Ils débouchèrent dans la plaine et prirent à
travers les champs pour éviter le long détour de la
route.
On apercevait l'église maintenant, avec son clocher pointu.
Une ouverture le traversait juste au-dessous du toit d'ardoises;
et quelque chose remuait là-dedans, allant et venant d'un
mouvement vif, passant et repassant derrière l'étroite
fenêtre. C'était la cloche qui sonnait toujours, criant
au nouveau-né de venir, pour la première fois, dans
la maison du bon Dieu.
Un chien s'était mis à suivre. On lui jetait des dragées,
il gambadait autour des gens.
La porte de l'église était ouverte. Le prêtre,
un grand garçon à cheveux rouges, maigre et fort,
un Dentu aussi, lui, oncle du petit, encore un frère du père,
attendait devant l'autel. Et, il baptisa suivant les rites son neveu
Prosper-César, qui se mit à pleurer en goûtant
le sel symbolique.
Quand la cérémonie fut achevée, la famille
demeura sur le seuil pendant que l'abbé quittait son surplis;
puis on se remit en route. On allait vite maintenant, car on pensait
au dîner. Toute la marmaille du pays suivait, et, chaque fois
qu'on lui jetait une poignée de bonbons, c'était une
mêlée furieuse, des luttes corps à corps, des
cheveux arrachés; et le chien aussi se jetait dans le tas
pour ramasser les sucreries, tiré par la queue, par les oreilles,
par les pattes, mais plus obstiné que les gamins.
La garde, un peu lasse, dit à l'abbé, qui marchait
auprès d'elle :
- Dites donc, m'sieu le curé, si ça ne vous opposait
pas de m' tenir un brin vot' neveu pendant que je m' dégourdirai.
J'ai quasiment une crampe dans les estomacs.
Le prêtre prit l'enfant, dont la robe blanche faisait une
grande tache éclatante sur la soutane noire, et il l'embrassa,
gêné par ce léger fardeau, ne sachant comment
le tenir, comment le poser. Tout le monde se mit à rire.
Une des grands-mères demanda de loin :
- Ça ne t' fait-il point deuil, dis, l'abbé, qu' tu
n'en auras jamais de comme ça ?Le prêtre ne répondit
pas. Il allait à grandes enjambées, regardant fixement
le moutard aux yeux bleus, dont il avait envie d'embrasser encore
les joues rondes.

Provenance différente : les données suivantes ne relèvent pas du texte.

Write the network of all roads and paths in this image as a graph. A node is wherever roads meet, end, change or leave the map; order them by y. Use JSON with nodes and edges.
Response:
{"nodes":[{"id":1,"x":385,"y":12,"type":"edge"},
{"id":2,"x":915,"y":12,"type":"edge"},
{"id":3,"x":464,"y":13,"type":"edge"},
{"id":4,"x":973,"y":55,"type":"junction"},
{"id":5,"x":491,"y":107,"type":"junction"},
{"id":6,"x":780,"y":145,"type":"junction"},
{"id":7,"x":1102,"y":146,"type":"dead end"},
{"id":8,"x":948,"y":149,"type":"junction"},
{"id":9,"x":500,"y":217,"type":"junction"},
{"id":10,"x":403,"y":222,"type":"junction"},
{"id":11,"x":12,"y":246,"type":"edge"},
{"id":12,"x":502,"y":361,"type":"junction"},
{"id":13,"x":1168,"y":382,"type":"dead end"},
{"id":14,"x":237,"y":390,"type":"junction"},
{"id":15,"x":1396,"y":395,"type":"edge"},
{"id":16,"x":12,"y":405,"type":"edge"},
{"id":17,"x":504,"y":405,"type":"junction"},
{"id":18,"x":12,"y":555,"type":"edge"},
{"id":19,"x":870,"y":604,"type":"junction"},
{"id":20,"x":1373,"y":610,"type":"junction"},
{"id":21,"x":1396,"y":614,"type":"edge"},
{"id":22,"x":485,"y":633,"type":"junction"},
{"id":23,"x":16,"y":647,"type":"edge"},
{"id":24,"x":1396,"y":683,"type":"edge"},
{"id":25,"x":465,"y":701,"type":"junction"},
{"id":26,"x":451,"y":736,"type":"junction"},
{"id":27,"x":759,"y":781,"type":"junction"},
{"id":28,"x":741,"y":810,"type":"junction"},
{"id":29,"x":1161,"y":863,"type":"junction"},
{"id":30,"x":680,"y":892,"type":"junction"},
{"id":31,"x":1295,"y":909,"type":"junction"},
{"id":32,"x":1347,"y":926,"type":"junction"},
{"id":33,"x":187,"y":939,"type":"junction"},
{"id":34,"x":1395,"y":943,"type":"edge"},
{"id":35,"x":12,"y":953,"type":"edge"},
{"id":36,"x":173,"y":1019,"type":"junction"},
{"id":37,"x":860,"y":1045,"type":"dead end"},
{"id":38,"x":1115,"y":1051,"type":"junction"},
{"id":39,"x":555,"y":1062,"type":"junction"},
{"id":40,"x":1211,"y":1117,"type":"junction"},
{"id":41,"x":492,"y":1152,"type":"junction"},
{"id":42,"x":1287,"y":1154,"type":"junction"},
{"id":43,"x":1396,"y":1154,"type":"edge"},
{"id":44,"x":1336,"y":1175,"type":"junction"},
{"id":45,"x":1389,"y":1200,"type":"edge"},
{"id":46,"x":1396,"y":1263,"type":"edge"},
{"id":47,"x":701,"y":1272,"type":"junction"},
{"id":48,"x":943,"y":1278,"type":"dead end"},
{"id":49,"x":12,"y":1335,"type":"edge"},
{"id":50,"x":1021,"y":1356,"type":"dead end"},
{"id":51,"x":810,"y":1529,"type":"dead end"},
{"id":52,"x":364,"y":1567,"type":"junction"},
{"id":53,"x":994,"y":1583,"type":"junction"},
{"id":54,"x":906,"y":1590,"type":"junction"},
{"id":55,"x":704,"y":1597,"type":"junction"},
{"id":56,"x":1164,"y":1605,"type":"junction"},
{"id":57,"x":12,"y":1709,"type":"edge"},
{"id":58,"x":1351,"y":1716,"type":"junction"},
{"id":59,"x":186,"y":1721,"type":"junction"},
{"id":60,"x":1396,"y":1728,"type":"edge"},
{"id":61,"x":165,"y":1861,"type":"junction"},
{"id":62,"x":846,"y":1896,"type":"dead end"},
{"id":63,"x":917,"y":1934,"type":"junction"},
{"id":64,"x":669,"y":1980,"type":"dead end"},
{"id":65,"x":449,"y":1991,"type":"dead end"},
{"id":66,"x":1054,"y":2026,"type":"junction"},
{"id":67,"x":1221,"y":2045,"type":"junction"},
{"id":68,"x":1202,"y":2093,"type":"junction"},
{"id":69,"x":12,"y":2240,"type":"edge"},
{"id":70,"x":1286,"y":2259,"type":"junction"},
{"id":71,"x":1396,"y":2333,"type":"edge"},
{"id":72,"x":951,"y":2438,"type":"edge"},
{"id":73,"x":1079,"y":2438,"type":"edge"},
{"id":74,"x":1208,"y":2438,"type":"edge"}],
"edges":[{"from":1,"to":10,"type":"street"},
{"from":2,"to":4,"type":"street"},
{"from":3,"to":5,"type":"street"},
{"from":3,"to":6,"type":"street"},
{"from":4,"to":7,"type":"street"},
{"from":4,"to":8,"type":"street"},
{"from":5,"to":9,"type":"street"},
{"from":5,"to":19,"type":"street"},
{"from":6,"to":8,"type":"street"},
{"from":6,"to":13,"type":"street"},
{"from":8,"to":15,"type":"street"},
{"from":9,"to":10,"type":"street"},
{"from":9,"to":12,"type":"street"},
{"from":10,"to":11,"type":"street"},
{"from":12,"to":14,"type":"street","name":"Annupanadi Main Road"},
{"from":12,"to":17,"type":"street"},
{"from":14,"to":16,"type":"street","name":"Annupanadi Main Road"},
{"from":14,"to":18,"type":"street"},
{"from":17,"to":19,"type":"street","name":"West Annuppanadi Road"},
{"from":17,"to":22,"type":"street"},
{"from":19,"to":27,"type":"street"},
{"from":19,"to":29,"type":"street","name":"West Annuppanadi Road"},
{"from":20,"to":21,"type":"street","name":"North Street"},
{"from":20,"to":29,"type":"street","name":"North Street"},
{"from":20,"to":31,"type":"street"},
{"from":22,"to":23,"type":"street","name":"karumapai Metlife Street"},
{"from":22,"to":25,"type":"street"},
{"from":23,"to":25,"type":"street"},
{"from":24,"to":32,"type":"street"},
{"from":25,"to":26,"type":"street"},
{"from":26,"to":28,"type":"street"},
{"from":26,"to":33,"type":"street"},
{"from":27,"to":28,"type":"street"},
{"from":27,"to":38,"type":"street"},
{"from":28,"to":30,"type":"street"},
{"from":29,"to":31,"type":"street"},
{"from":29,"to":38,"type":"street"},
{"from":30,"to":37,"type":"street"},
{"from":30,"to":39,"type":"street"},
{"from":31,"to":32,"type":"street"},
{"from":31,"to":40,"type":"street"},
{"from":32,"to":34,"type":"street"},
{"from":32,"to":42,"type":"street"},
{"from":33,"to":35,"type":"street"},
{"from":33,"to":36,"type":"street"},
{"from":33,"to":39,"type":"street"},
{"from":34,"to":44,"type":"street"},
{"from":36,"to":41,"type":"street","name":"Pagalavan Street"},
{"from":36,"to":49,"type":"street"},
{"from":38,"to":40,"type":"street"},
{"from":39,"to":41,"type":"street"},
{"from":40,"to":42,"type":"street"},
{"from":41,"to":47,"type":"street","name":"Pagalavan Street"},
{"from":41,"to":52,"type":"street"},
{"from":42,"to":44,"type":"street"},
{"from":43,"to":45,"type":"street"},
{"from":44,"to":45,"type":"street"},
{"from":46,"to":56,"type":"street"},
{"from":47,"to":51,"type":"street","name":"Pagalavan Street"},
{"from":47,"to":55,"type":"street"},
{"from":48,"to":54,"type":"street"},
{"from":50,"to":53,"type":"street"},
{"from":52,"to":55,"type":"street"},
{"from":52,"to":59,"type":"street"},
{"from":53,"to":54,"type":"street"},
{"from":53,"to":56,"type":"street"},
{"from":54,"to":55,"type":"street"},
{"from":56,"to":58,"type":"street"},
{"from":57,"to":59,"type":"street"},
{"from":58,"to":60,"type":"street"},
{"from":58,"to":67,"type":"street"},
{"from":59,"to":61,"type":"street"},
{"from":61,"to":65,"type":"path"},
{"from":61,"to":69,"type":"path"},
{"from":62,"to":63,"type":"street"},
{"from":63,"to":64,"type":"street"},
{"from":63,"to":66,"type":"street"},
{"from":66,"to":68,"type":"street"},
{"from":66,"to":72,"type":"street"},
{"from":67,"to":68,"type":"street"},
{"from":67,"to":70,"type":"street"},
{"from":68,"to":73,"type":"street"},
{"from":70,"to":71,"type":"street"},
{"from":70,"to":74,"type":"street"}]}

Il n'y tint plus, et, le levant jusqu'à
son visage, il le baisa longuement.
Le père cria :
- Dis donc, curé, si t'en veux un, t'as qu'à le dire.

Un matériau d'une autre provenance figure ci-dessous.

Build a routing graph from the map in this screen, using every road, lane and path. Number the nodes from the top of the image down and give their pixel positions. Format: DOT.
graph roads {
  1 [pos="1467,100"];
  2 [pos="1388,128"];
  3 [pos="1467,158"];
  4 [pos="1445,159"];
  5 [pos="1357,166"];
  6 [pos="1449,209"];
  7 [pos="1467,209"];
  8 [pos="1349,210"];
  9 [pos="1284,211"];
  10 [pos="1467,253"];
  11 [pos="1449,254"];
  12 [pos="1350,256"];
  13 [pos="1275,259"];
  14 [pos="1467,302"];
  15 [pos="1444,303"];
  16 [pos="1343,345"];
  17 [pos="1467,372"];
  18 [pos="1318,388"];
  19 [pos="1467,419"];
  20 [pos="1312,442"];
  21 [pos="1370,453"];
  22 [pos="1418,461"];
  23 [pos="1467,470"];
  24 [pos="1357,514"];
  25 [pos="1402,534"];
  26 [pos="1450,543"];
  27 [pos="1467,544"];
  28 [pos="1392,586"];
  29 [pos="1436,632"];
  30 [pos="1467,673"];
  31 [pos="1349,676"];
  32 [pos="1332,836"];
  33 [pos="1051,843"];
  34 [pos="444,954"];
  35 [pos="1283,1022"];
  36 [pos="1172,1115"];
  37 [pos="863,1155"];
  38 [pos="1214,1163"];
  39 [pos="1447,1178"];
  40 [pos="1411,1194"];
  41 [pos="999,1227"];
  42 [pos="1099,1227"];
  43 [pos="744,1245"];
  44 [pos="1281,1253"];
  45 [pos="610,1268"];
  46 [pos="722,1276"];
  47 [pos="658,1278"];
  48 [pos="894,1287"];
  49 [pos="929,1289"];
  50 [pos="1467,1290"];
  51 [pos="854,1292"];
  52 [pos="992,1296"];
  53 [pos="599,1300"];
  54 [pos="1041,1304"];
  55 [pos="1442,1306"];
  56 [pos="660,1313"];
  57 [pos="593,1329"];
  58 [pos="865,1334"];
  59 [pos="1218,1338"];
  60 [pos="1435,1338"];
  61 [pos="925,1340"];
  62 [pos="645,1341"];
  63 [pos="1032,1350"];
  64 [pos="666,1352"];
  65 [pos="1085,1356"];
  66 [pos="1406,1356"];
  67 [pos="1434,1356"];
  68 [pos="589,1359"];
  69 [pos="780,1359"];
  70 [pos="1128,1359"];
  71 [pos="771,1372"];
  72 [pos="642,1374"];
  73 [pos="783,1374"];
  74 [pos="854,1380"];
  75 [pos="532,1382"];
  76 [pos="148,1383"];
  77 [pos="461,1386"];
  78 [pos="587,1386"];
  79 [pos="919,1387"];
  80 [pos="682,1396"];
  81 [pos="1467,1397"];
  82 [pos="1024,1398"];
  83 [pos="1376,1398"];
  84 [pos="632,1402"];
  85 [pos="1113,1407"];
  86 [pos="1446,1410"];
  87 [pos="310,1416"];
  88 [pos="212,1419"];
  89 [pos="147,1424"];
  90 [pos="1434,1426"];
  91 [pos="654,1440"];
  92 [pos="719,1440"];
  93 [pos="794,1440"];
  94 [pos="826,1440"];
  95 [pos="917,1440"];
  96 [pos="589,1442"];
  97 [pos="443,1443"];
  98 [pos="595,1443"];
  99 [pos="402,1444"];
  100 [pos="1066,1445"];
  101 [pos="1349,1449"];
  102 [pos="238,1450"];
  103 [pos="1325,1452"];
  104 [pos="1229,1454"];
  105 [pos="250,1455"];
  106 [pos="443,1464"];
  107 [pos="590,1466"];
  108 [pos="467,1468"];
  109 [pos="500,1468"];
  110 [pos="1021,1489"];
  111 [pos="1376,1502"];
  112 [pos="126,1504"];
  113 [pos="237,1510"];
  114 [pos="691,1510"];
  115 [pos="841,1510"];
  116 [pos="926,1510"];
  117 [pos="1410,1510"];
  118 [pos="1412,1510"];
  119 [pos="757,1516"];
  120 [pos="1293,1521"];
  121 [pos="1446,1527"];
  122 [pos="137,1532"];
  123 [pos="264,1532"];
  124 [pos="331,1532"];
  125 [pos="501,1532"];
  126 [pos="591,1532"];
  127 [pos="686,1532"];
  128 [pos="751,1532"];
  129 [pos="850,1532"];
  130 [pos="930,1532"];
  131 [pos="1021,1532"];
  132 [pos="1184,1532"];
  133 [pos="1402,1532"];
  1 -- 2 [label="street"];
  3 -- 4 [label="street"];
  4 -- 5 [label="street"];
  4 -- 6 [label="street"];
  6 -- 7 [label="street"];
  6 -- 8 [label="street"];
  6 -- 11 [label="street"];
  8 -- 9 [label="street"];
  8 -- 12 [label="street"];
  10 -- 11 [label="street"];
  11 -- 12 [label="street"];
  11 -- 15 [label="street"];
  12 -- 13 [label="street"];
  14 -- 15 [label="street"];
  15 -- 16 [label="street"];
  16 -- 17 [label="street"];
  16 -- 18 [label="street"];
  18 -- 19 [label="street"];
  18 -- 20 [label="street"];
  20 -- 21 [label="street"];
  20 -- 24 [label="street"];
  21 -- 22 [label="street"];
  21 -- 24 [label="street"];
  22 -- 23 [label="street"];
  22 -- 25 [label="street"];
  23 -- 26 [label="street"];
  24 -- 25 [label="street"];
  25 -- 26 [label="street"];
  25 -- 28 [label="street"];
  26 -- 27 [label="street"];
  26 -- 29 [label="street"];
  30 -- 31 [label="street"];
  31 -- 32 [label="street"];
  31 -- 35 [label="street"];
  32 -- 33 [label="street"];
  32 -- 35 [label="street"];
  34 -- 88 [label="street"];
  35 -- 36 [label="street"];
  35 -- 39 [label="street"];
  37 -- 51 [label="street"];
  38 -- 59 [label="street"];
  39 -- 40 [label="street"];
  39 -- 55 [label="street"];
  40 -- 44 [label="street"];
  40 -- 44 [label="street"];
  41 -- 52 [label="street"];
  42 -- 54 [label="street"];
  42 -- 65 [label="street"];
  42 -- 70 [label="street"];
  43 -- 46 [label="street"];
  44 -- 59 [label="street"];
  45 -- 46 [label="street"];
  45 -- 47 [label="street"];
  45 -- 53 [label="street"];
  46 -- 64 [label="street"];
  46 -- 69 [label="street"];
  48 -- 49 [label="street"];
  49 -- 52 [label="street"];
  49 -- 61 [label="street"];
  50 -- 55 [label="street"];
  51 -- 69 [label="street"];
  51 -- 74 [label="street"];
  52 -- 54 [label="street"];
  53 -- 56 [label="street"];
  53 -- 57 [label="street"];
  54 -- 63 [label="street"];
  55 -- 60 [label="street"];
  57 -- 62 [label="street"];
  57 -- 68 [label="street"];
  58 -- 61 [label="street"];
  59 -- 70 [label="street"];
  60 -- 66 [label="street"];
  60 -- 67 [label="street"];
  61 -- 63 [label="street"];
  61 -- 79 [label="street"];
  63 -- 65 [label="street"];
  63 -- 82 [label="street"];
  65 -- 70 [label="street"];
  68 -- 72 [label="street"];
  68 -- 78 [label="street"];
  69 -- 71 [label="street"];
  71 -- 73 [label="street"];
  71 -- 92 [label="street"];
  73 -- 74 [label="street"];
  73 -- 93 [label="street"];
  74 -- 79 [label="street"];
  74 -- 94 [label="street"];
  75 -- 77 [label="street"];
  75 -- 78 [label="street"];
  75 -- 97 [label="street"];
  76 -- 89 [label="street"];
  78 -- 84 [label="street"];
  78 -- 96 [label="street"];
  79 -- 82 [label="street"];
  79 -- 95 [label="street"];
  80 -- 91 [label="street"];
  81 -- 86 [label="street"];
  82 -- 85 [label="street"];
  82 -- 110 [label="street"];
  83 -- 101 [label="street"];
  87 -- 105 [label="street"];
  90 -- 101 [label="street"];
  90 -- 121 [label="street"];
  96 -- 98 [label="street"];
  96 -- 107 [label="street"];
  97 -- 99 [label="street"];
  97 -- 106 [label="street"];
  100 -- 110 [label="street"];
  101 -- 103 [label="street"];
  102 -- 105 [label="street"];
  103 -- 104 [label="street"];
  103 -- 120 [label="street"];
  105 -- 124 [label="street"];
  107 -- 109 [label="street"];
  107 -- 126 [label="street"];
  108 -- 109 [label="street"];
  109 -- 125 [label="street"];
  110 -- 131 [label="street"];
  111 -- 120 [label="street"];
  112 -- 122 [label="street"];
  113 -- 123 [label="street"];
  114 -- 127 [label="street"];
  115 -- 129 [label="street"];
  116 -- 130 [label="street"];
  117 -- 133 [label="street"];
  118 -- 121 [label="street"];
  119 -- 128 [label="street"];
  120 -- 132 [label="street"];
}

Et on se mit à plaisanter, comme plaisantent les gens des
champs.
Dès qu'on fut assis à table, la lourde gaieté
campagnarde éclata comme une tempête. Les deux autres
fils allaient aussi se marier; leurs fiancées étaient
là, arrivées seulement pour le repas; et les invités
ne cessaient de lancer des allusions à toutes les générations
futures que promettaient ces unions.
C'étaient des gros mots, fortement salés, qui faisaient
ricaner les filles rougissantes et se tordre les hommes. Ils tapaient
du poing sur la table, poussaient des cris. Le père et le
grand-père ne tarissaient point en propos polissons. La mère
souriait; les vieilles prenaient leur part de joie et lançaient
aussi leur part de gaillardises.
Le curé, habitué à ces débauches paysannes,
restait tranquille, assis à côté de la garde,
agaçant du doigt la petite bouche de son neveu pour le faire
rire. Il semblait surpris par la vue de cet enfant, comme s'il n'en
avait jamais aperçu. Il le considérait avec une attention
réfléchie, avec une gravité songeuse, avec
une tendresse éveillée au fond de lui, une tendresse
inconnue, singulière, vive et un peu triste, pour ce petit
être fragile qui était le fils de son frère.
Il n'entendait rien, il ne voyait rien, il contemplait l'enfant.
Il avait envie de le prendre encore sur ses genoux, car il gardait,
sur sa poitrine et dans son coeur, la sensation douce de l'avoir
porté tout à l'heure, en revenant de l'église.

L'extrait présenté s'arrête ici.